*GOAL OF THE EXERCISE*
Go through the listing below and say how many lines contain "place"; write nothing but the number.

═══ DATA EXCERPTS ═══

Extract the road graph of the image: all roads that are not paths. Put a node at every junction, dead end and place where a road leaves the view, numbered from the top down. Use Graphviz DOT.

═══
═══ DATA EXCERPTS ═══

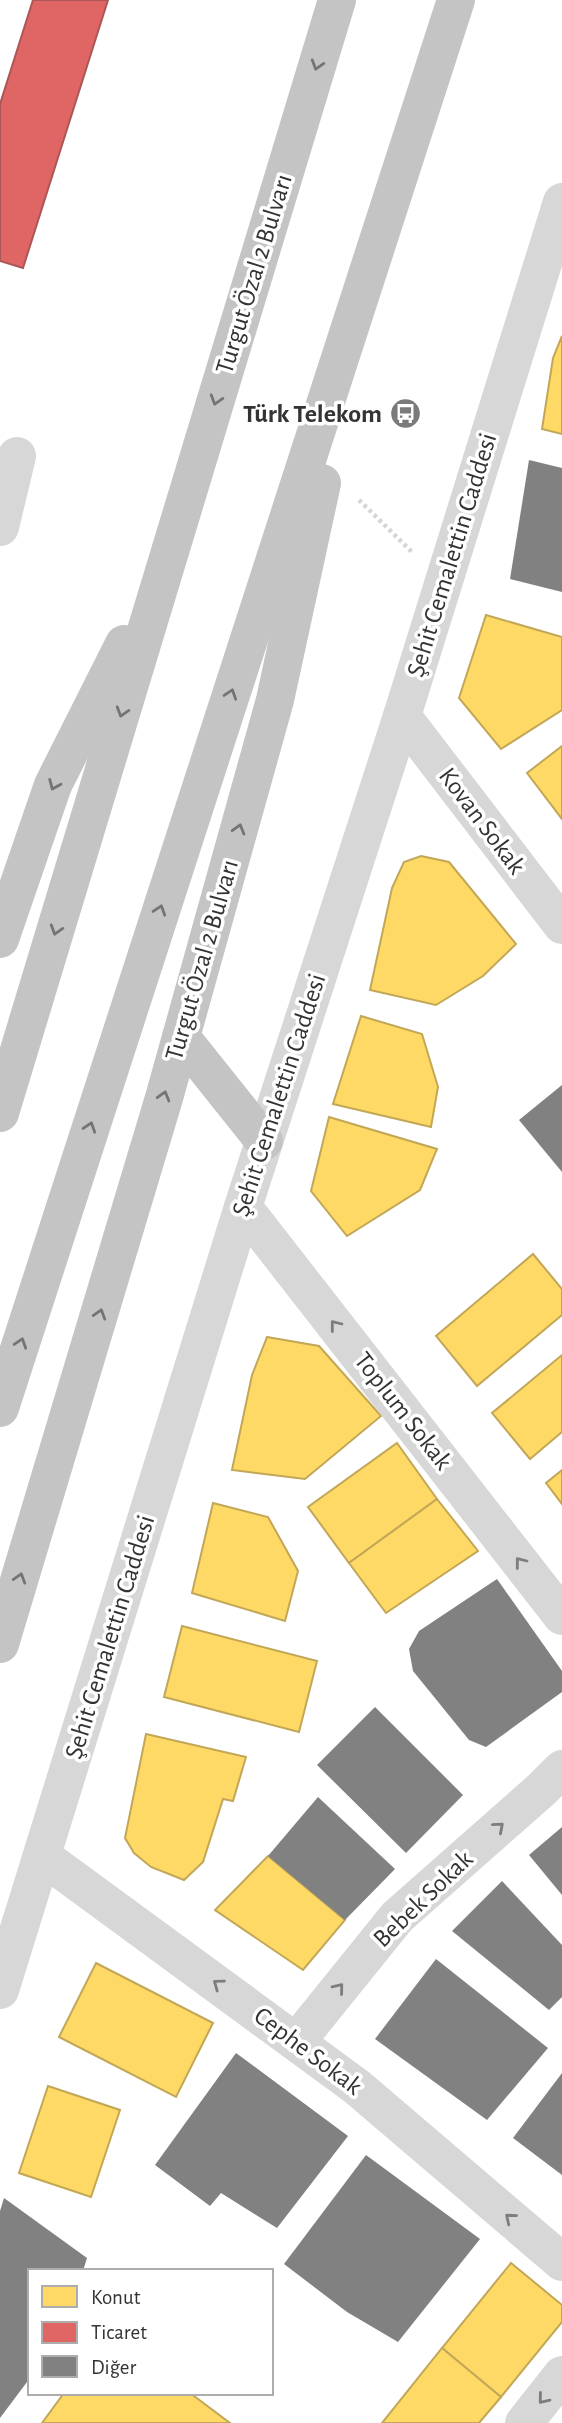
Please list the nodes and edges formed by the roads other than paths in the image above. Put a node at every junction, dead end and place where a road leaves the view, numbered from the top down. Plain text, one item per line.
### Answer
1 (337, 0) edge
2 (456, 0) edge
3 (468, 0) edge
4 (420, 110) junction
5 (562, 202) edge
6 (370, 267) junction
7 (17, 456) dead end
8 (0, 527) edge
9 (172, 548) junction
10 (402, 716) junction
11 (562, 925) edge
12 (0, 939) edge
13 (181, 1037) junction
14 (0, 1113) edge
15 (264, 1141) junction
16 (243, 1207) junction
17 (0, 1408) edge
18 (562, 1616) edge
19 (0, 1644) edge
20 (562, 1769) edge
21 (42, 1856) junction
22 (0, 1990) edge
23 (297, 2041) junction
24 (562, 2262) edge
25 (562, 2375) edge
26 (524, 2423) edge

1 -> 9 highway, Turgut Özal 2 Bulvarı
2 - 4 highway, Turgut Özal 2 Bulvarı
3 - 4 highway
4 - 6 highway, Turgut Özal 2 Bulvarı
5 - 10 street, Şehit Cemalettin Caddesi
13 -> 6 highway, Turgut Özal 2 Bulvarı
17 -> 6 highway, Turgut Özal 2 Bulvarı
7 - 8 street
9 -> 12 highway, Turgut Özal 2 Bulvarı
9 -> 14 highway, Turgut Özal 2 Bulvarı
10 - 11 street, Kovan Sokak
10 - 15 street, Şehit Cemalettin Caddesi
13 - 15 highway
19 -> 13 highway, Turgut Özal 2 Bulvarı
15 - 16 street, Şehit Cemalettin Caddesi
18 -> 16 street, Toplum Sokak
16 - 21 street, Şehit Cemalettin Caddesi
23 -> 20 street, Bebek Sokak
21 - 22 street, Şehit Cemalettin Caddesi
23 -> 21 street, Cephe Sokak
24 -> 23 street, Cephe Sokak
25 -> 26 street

═══

*TASK ANSWER*
2